Yet, because name creation is more art than science, and a highly personal process to boot, it's very, very easy to get it wrong. (Just look around at the marketplace.)

So what are some of the pitfalls to watch out for when naming your brand? As naming consultants, we've noticed that most of the self-sabotaging behaviors boil down to six all-too-human tendencies.

1. Wanting to be like everyone else

It's human nature. You see a something that's working, and you want to copy it. A well-known brand name sounds solid and credible. But remember, that's often because the brand has become solid and credible over time and with a lot of marketing dollars behind it. (Do you think the name Google sounded solid and credible in the beginning? Or Yahoo?)


Besides, it doesn't matter how much your competitor's name has helped them to rise to the top, because one of your brand name's primary jobs is to convey that your brand is different from the competition. So resist the urge to copy your competitors in style, tone, or construction during name creation.

2. Forgetting what's important to your customers

Before you start naming, make sure you've honed your brand positioning so you're crystal clear about what your audience is looking for (even if they might not know it yet), and also about the most important and distinctive way your brand meets that need or desire.

You might be absolutely thrilled by how reliable your new airplane fleet is, but if your customers are craving a fresh, stylish experience, don't use your brand name to convey something that's irrelevant to them (even if it's personally important to you).

If Virgin America had been named "Fidelia," for instance, it might never have gotten off the ground.

3. Trying to say everything

A good brand name is an entry point, not a prospectus.
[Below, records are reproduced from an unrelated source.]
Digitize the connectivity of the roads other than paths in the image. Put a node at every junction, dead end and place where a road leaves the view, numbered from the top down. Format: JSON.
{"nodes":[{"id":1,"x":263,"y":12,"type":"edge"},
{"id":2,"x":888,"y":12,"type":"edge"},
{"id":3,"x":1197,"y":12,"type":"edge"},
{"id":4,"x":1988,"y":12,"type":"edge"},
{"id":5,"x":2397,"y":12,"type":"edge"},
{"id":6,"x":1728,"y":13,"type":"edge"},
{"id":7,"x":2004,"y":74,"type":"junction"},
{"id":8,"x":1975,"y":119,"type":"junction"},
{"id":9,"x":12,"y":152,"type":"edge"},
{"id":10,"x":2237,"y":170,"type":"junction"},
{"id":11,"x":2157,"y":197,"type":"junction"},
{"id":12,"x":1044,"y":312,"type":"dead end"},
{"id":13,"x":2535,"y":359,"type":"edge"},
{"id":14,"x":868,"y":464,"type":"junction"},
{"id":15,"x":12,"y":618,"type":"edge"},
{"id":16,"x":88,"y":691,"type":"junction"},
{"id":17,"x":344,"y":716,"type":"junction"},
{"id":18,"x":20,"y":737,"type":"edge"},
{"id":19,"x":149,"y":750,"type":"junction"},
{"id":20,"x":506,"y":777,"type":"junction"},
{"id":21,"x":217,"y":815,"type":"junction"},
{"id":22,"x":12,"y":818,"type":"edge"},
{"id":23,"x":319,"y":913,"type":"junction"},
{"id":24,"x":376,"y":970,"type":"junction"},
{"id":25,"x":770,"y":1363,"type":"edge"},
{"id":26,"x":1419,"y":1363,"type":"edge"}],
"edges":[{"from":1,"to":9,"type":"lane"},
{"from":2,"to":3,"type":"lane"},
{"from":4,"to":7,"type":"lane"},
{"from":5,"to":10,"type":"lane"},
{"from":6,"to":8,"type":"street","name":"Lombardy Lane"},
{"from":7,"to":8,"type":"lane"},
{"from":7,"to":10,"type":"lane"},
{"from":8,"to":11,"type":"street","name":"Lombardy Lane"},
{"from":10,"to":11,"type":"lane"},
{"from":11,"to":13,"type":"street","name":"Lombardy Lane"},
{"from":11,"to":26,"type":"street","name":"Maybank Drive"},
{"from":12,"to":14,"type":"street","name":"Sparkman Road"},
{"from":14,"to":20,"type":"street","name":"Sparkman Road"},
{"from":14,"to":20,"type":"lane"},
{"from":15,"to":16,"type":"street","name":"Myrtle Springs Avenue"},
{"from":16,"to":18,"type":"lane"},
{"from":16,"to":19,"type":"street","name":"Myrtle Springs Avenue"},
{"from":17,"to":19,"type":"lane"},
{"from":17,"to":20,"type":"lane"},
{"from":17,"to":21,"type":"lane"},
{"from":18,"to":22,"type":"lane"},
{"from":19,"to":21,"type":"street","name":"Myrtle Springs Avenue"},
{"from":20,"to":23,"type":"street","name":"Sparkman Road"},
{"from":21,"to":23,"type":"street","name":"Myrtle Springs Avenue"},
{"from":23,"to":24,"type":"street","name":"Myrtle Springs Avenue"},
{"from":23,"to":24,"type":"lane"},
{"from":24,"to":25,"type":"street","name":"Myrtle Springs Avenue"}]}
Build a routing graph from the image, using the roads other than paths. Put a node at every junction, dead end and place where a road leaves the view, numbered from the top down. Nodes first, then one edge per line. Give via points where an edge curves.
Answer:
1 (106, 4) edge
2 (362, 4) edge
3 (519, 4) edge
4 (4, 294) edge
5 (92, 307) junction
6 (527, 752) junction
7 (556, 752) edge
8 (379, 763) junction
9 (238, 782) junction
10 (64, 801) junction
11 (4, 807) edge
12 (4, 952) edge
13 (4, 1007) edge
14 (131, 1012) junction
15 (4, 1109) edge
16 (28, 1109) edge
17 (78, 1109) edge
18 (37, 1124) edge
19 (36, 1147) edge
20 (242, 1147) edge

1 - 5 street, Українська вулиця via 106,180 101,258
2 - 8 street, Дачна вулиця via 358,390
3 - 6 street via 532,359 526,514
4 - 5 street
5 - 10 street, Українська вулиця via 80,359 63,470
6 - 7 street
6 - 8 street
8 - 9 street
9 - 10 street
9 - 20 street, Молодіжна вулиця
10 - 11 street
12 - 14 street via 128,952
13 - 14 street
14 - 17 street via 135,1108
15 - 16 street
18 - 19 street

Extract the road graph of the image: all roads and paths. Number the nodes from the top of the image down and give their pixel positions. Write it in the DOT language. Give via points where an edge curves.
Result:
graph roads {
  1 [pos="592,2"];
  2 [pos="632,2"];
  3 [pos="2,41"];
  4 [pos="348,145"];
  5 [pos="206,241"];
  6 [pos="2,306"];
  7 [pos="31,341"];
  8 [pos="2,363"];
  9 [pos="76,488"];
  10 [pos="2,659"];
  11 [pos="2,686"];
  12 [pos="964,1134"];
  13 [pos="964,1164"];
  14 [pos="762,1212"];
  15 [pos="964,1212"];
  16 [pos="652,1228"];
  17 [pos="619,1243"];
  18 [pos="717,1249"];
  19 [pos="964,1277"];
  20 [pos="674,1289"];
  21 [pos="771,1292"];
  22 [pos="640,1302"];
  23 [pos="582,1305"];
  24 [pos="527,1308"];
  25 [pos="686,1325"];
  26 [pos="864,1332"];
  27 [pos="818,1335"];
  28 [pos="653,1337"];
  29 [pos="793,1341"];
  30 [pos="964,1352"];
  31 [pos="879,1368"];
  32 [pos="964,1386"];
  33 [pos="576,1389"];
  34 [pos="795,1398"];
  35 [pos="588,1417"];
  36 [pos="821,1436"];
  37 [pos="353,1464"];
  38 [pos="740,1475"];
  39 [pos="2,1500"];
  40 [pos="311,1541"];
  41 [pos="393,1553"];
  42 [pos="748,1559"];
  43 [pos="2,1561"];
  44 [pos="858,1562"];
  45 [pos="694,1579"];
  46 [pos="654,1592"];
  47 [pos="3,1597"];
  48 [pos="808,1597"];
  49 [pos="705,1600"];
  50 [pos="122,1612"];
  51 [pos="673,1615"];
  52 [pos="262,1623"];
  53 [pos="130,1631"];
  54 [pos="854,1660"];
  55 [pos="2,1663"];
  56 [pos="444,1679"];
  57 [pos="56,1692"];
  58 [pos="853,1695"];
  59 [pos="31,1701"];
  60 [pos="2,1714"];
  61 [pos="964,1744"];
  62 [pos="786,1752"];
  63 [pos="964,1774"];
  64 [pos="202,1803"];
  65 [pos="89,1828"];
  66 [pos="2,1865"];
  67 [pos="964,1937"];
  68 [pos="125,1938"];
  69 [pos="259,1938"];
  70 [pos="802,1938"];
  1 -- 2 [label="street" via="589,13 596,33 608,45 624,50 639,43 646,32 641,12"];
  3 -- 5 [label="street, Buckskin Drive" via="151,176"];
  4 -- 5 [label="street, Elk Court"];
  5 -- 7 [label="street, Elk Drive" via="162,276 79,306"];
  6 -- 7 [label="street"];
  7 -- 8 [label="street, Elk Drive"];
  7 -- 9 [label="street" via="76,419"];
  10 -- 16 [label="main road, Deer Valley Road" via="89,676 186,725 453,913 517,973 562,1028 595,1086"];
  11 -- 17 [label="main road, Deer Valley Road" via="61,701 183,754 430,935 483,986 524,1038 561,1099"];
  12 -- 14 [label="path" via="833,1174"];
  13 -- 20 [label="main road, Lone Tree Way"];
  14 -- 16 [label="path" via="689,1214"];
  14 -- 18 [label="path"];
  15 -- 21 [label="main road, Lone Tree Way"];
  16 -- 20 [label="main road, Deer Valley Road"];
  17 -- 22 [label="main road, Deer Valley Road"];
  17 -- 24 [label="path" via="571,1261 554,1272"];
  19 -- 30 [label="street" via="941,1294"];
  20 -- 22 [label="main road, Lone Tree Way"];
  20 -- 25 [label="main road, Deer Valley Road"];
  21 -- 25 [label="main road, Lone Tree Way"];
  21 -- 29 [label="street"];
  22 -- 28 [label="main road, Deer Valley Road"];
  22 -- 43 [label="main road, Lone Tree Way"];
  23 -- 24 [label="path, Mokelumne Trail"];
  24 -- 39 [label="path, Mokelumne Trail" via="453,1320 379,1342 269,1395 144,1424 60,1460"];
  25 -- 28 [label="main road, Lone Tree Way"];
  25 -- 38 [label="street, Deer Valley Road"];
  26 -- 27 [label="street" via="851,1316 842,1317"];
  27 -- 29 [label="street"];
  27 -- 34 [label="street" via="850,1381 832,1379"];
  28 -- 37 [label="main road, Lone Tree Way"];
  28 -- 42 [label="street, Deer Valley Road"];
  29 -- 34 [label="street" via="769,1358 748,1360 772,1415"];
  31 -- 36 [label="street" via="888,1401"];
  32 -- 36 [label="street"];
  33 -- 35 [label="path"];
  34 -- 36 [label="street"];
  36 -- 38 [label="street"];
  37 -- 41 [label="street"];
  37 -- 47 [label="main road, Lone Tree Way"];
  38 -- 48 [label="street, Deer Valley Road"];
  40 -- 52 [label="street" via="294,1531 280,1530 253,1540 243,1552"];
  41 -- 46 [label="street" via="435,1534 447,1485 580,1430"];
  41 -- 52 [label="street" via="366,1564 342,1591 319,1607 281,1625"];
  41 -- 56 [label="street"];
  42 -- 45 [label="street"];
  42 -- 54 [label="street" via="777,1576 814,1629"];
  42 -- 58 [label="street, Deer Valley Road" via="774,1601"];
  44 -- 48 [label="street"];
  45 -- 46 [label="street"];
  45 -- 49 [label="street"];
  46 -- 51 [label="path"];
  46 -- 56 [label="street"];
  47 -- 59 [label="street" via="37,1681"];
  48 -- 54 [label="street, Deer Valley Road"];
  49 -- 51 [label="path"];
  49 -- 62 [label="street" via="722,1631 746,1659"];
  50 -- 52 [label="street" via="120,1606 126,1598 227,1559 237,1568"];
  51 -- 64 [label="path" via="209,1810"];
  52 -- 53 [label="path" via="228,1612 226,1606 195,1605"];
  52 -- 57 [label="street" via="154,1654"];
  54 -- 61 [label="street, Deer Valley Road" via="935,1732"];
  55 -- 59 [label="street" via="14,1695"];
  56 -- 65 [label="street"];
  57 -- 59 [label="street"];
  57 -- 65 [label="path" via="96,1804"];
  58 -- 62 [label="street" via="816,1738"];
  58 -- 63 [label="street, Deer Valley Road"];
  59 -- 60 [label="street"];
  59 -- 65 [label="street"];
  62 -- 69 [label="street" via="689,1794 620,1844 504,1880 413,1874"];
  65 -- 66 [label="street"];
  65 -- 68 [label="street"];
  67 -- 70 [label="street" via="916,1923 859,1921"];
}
Like clever flirting, you create interest by beckoning your audience into your world, not by telling them everything. So focus on the message that's most likely to capture their attention. Once you have their ear, you can fill them in on the rest, through packaging, advertising, your Web copy, and so on.

Can you feel the difference in impact between a name like Cheapbooksonline.com and Amazon? One name evokes vastness and power—and curiosity. The other name gives you all the details, but it sounds completely generic and forgettable.

4. Fearing the provocative

Yes, at times it's a good idea to choose a bland name that doesn't attract a lot of attention to itself. (Case in point: Philip Morris Companies was convicted of covering up the dangers of smoking and decided to rename itself Altria.)

But those instances are few and far between. In most cases, an edgy name that's different from the pack and attracts attention is far "safer" than a safe one. Remember, the biggest risk is being ignored, not being reviled. Just ask Lady Gaga.

5. Courting trends

Dropped letters, weirdly juxtaposed concepts, hip slang, "in" suffixes—naming trends come and go. What's hot in brand naming one decade can be ho-hum the next. The very nature of fashion is that it's constantly changing.

And though it's OK to splurge on a trendy sweater that may languish in your closet five years from now, your name, like the company or product it represents, will hopefully be around for a long, long time. So choose a name that you'll be able to utter with pride in the decades to come.

Naming trends may change, but the magic of a well-chosen word (or words) is likely to remain the same.

6. Not catching spelling and pronunciation issues

When you're deep into a name-creation project, it's easy to lose perspective and forget how your name is likely to appear to someone who's coming to it fresh. (Like your customers.)

So take the time to review your choices after some time has passed. Your public has absolutely no interest in figuring out how to spell or pronounce a difficult brand name. (Or in pondering wordplay that isn't immediately intuitive, for that matter.) They're busy people. Unless your brand name is easy to read and say, they're likely to skip right over it. Or worse, misinterpret it.

Do you think that most people realized that penisland.net was a site for pens?

* * *

Now it's worth noting that a truly great product or company can rise to the top even if its name falls into one or more of those traps. But why handicap yourself? Spend the time and effort to create a noteworthy brand name (or hire a naming expert who can), and you'll be so much farther ahead.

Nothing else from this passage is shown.